Thanks for your reply.

To implement your suggestion, I compared the files transcriptInfo.tab generated using

1 - STAR --runMode genomeGenerate --runThreadN 8 --genomeDir . --genomeFastaFiles XXX.fa --sjdbGTFfile XXX.gtf --outFileNamePrefix XXXprefix --genomeSAindexNbases 10

and

2 - rsem-prepare-reference --star -p 8 --gtf XXX.gtf XXX.fa XXX

Since they are the same, I can safely use the *grp file generated by 2 even if the mapping has been done using the Index generated by 1.

Is this ok?

Excuse me for being pedantic and thanks a lot,

Marco

[Bo Li]

Hi Marco,

What's this transcriptInfo.tab file?

Thanks,
Bo

[Marco Di Stefano]

Hi Bo,

The transcriptInfo.tab is part of the output of STAR genome generation. It reports on some features of the 

transcripts mapped onto the reference genome. 

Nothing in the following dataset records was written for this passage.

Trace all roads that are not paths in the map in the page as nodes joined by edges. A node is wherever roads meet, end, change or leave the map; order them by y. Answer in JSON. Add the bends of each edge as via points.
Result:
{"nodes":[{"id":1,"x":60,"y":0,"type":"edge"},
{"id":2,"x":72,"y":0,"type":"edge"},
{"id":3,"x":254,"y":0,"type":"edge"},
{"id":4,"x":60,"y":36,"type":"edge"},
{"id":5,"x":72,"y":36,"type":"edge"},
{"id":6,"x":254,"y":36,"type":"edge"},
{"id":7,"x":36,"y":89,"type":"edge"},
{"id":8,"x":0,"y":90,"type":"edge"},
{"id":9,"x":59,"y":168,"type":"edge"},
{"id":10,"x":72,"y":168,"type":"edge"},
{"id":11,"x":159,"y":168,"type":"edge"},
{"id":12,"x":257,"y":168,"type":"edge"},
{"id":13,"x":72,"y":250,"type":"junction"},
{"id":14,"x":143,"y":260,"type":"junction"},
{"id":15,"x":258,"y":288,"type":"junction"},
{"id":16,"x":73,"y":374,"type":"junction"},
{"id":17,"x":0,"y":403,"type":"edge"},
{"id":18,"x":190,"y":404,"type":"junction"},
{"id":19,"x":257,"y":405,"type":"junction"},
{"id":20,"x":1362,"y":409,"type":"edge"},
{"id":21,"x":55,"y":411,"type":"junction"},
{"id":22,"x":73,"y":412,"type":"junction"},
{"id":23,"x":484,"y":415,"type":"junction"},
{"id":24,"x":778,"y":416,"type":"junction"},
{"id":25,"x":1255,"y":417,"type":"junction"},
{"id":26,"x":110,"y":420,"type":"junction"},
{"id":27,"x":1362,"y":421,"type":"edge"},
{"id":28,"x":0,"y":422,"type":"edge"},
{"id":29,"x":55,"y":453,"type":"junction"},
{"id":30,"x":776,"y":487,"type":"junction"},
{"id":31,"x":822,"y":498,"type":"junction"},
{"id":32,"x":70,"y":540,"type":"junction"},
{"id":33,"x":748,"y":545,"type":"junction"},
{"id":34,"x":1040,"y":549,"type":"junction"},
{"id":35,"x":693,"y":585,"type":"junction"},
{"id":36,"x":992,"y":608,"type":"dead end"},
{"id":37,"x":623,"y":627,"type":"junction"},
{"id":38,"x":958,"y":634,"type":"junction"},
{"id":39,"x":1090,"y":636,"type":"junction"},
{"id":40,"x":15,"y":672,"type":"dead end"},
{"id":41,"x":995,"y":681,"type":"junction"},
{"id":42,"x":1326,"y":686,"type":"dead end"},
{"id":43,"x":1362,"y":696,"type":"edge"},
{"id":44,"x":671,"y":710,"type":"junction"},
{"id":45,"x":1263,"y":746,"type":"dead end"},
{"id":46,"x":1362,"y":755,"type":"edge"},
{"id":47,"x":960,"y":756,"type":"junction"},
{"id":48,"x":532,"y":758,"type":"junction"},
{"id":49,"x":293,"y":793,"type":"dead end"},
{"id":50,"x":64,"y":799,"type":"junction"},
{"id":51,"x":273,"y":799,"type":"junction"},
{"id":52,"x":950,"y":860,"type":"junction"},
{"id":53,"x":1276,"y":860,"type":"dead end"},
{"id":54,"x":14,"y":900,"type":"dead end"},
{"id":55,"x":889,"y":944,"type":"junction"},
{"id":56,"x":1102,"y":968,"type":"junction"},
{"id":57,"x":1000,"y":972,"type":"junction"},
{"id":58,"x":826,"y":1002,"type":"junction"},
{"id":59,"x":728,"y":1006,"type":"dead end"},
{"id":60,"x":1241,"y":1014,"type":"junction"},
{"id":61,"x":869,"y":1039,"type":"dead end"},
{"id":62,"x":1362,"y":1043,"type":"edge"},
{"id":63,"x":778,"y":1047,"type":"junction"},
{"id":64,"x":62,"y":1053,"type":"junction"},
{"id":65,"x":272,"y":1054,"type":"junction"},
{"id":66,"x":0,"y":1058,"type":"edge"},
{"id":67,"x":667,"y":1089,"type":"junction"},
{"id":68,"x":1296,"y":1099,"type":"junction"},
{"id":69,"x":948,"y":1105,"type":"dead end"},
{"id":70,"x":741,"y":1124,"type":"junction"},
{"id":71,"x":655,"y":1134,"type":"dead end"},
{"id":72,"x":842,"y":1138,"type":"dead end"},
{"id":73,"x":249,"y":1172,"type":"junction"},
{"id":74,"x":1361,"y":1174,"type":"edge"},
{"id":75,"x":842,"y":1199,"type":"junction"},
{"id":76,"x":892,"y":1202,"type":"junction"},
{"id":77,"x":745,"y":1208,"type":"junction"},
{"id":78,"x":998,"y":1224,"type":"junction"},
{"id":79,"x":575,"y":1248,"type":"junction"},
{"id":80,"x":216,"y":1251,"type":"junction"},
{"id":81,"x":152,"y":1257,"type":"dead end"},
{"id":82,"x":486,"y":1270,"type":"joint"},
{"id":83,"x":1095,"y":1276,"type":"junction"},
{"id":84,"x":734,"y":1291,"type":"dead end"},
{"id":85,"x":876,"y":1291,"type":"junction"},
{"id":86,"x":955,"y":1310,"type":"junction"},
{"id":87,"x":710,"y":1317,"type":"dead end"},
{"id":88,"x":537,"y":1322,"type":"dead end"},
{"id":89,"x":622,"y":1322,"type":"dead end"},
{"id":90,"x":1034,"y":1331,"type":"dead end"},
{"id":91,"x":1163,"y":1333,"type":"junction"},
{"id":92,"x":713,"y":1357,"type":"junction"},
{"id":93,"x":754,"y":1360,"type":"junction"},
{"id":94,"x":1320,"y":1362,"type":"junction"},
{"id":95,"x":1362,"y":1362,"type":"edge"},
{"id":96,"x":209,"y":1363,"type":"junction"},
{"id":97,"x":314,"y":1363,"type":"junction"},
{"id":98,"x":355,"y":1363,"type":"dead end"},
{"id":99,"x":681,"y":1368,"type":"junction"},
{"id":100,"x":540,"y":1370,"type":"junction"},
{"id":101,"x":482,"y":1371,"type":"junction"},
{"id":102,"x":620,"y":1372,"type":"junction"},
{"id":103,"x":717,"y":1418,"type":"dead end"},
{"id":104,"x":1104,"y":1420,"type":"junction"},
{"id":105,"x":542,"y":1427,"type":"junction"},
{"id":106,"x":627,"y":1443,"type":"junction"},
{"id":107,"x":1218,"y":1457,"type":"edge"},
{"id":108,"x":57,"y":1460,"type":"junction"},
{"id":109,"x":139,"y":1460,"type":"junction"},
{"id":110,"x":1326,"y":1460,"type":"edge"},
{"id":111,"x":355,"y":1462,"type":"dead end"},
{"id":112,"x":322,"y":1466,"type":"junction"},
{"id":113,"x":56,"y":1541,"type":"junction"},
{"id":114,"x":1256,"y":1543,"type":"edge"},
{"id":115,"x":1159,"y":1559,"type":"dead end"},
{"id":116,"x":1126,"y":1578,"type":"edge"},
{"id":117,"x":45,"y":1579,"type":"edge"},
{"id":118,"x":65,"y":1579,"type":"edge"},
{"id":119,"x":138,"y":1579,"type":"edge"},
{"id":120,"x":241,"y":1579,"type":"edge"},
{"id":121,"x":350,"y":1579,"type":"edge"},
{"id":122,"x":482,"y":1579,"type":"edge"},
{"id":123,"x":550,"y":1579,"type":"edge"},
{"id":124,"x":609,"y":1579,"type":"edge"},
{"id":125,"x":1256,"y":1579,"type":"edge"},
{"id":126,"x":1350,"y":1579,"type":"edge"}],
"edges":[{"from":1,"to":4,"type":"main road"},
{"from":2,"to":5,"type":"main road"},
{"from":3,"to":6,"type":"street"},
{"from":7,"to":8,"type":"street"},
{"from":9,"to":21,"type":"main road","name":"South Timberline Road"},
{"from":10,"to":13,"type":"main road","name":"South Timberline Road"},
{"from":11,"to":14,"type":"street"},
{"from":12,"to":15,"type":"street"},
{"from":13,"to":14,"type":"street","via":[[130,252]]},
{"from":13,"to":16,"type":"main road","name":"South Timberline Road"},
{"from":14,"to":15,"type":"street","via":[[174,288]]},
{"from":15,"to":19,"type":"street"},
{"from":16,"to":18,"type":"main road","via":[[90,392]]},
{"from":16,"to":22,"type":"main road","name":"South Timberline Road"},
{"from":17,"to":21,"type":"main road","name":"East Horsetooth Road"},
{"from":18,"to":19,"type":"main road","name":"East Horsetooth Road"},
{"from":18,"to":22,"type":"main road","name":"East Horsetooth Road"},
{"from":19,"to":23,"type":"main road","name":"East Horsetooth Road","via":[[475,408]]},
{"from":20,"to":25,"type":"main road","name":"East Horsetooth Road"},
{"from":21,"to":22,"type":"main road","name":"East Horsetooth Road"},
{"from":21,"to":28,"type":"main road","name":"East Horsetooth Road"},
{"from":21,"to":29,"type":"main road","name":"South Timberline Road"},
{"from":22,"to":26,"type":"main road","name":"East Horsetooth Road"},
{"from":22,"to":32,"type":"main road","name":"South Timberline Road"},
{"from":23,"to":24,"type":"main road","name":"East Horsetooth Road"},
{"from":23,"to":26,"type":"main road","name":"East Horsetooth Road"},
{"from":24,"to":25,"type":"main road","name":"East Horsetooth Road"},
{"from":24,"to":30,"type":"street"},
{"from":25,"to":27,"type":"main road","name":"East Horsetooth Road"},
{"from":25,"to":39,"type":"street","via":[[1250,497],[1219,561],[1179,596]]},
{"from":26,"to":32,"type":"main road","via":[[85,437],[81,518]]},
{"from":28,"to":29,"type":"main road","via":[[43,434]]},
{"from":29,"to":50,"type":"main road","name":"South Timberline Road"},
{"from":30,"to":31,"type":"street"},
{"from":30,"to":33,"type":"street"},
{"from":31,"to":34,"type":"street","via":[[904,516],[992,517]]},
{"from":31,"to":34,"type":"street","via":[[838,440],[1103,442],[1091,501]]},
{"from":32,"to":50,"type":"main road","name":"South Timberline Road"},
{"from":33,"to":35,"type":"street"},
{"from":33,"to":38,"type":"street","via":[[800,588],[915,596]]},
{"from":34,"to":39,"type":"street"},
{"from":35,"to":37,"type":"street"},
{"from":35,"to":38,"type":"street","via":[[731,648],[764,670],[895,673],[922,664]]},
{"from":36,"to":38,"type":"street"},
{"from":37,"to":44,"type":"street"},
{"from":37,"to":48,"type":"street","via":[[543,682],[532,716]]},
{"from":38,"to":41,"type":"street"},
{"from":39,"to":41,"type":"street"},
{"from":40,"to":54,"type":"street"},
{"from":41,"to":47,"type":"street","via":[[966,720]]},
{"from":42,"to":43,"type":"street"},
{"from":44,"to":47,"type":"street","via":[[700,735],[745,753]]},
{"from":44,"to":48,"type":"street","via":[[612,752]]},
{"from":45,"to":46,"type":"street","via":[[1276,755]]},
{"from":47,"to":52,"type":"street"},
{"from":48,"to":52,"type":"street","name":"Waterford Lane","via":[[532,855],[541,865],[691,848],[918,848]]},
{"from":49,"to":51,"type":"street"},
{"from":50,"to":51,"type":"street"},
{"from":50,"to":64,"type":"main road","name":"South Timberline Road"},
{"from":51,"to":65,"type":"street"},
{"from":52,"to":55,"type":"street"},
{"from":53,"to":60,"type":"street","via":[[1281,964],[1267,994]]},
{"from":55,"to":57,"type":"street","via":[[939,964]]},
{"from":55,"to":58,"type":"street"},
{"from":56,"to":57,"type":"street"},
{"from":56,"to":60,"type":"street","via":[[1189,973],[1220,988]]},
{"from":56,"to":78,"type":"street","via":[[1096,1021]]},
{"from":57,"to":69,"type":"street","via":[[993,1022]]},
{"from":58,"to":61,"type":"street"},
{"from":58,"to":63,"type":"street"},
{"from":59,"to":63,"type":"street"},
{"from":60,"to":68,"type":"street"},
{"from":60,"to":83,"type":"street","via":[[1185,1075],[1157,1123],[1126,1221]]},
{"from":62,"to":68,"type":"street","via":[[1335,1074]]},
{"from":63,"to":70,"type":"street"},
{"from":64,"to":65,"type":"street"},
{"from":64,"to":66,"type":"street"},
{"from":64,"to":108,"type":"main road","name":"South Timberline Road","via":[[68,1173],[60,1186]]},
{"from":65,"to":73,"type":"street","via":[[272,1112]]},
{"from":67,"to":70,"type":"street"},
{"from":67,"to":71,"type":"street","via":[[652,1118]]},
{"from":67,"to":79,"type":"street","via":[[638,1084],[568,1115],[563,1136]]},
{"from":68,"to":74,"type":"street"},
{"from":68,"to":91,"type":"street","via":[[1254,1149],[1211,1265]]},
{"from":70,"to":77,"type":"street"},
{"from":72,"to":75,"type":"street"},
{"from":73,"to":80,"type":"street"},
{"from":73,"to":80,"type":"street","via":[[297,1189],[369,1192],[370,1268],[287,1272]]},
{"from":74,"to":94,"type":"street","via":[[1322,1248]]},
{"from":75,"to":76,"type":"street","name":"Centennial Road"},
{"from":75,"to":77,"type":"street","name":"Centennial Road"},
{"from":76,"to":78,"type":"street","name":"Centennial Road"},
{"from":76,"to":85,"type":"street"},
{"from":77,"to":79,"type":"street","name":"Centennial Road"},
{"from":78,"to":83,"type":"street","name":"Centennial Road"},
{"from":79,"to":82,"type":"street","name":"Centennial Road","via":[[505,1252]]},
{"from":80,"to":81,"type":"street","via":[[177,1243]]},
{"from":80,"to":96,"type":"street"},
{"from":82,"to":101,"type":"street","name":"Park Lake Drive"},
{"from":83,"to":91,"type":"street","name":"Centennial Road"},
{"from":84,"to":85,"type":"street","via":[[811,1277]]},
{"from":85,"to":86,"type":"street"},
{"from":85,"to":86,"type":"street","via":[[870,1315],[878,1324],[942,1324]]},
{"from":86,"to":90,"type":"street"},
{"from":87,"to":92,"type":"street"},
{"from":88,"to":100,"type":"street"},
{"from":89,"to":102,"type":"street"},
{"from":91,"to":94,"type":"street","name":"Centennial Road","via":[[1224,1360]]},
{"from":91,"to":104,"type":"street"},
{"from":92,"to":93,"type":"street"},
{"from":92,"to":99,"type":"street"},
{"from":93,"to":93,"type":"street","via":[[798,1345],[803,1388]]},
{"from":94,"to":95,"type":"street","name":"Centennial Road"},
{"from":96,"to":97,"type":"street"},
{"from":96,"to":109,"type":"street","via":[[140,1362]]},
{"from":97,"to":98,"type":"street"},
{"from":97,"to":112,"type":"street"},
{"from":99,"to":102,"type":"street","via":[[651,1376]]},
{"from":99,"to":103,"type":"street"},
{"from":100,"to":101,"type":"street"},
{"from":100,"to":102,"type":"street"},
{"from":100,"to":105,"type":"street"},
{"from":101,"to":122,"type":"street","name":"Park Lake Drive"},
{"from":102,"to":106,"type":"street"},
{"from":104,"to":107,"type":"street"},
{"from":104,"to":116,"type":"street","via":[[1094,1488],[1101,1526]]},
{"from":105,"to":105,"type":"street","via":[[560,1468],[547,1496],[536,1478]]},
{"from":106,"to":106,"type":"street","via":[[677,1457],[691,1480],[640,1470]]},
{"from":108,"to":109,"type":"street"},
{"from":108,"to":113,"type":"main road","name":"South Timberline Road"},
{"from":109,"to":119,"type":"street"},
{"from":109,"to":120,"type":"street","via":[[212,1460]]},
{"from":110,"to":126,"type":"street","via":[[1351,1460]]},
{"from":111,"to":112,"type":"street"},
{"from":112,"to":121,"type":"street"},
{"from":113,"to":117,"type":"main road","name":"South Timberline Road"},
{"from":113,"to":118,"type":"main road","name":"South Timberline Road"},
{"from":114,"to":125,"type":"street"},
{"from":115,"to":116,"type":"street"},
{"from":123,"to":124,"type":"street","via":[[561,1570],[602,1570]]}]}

E.g. These are the first 3 lines of one of those files:

7126

YAL069W         334 648 648 1 1 0

YAL068W-A 537 791 648 1 1 1

YAL068C         1806 2168 791 2 1 2

I thought that, since this file is the same using rsem-prepare-reference or STAR, I could conclude that the extracted 

reference transcripts are the same.

If this is not the case, what can I do to check whether the extracted reference transcripts using rsem-prepare-reference 

and STAR are the same? Thanks a lot for your help.

Cheers,

Marco

[Bo Li]

Hi Marco,

This is not the case. You want to make sure the GTF file provided to the
STAR aligner is the same as the GTF file provided to the
'rsem-prepare-reference'. In particular, this is the STAR commands RSEM
uses to build STAR indices:

$command = $star_path . "STAR " .
" --runThreadN $star_nthreads " .
" --runMode genomeGenerate " .
" --genomeDir $out_star_genome_path " .
" --genomeFastaFiles @list " .
" --sjdbGTFfile $gtfF " .
" --sjdbOverhang $star_sjdboverhang " .
" --outFileNamePrefix $ARGV[1]";

Hope it helps,
Bo

[Marco Di Stefano]

Hi Bo,

This clarified me what I needed for my analysis.

Thanks a lot,

Marco